◆ **AIM OF THE EXERCISE**
Extract, from the listing that follows, each line containing the word "عثمان".

◆ **AVAILABLE DATA**
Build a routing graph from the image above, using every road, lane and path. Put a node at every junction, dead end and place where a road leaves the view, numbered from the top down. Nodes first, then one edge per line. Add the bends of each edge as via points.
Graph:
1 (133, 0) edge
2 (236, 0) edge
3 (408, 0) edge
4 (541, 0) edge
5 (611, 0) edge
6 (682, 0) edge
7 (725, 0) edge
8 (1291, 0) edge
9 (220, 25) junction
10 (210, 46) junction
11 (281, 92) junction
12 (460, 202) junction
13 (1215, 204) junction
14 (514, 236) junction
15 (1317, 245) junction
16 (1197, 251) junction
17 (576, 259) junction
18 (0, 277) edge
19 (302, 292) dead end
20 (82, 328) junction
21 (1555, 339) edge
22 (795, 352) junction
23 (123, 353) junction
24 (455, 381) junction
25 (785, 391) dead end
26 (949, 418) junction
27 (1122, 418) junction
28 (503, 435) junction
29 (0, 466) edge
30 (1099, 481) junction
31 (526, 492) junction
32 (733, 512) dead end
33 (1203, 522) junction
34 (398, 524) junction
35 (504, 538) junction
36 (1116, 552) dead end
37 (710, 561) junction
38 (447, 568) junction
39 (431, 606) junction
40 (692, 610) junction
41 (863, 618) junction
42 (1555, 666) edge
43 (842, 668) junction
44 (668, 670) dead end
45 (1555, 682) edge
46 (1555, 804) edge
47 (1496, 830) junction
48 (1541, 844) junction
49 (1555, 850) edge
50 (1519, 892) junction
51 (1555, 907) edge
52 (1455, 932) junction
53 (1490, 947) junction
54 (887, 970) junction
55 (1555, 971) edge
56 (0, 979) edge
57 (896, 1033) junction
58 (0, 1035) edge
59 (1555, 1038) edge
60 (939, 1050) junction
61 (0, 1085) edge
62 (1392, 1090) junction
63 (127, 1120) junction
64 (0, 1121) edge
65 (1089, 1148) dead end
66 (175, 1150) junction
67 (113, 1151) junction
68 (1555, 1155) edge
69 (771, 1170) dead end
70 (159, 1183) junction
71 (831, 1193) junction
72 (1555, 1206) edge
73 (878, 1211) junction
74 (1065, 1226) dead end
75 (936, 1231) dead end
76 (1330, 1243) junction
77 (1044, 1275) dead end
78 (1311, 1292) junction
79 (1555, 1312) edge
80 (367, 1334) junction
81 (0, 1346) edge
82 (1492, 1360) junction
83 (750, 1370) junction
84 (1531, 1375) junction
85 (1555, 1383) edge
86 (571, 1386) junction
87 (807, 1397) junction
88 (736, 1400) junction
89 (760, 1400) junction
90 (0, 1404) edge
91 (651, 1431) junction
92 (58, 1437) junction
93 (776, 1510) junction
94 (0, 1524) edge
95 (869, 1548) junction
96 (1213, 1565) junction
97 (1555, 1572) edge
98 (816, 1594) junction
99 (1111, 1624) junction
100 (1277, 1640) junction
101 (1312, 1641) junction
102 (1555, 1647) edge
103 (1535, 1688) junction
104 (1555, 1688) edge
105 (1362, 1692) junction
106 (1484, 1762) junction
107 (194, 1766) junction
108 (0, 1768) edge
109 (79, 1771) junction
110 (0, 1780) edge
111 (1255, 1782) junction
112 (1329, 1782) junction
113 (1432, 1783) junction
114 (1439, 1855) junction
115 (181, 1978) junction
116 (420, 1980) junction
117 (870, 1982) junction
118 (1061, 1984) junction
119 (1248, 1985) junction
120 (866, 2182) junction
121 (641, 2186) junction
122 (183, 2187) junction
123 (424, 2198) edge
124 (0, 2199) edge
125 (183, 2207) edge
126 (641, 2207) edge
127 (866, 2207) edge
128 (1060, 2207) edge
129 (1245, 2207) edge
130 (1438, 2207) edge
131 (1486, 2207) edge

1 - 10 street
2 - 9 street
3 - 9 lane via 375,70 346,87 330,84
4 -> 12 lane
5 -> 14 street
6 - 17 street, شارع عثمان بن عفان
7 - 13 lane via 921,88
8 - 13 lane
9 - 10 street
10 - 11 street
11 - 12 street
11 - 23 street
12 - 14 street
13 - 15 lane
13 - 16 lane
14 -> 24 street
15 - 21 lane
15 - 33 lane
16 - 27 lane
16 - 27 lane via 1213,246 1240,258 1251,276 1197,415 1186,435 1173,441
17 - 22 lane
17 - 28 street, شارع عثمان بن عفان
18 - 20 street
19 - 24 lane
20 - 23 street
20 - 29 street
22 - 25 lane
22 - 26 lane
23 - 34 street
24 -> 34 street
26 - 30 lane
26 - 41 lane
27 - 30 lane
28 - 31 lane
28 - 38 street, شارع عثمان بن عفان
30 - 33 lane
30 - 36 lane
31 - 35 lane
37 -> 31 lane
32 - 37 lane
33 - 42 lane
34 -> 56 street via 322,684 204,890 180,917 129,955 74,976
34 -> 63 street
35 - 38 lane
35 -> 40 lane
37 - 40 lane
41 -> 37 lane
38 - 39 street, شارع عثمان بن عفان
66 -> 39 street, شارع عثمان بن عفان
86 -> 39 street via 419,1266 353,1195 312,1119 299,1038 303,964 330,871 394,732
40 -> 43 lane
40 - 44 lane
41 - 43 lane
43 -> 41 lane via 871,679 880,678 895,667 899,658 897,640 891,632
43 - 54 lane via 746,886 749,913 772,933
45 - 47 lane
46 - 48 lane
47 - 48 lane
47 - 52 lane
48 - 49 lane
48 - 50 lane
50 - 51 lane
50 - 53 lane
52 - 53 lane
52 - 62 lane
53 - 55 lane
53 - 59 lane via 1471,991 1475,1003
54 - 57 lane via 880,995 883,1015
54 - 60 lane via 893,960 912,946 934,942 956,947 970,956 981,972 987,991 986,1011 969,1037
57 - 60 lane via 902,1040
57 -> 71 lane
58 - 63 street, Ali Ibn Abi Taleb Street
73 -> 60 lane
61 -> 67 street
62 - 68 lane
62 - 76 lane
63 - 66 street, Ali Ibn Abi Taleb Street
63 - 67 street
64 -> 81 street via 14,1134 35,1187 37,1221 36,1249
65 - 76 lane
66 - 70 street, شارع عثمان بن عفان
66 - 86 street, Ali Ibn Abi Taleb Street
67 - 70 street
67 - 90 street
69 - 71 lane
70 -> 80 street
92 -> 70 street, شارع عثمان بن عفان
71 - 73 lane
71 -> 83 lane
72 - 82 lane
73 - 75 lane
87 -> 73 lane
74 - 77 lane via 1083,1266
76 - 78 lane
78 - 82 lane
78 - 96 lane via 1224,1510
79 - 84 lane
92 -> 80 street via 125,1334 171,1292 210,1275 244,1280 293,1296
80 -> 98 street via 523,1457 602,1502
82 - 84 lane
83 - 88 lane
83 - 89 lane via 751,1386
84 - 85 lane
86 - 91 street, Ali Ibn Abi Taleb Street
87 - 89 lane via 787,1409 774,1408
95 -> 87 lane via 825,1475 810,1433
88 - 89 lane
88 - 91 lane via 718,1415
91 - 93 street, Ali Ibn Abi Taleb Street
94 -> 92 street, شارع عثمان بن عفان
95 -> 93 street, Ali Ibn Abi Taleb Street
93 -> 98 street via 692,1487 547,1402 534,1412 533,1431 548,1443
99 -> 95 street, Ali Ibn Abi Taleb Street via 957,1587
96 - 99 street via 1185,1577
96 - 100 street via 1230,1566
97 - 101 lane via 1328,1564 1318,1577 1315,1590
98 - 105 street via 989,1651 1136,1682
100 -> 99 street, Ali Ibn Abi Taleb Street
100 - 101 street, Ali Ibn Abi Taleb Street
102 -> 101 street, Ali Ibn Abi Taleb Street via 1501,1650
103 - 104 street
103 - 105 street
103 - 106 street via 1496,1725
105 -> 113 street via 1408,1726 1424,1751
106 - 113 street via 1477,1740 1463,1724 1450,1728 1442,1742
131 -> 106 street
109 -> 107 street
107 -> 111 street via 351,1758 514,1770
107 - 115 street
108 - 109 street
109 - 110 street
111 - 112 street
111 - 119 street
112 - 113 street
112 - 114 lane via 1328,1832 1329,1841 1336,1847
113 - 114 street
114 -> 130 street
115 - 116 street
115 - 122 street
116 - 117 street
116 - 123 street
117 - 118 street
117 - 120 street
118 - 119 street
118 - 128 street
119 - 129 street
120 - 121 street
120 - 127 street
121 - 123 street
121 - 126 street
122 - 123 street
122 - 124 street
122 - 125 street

◆ **SOLUTION TO THE PROBLEM**
6 - 17 street, شارع عثمان بن عفان
17 - 28 street, شارع عثمان بن عفان
28 - 38 street, شارع عثمان بن عفان
38 - 39 street, شارع عثمان بن عفان
66 -> 39 street, شارع عثمان بن عفان
66 - 70 street, شارع عثمان بن عفان
92 -> 70 street, شارع عثمان بن عفان
94 -> 92 street, شارع عثمان بن عفان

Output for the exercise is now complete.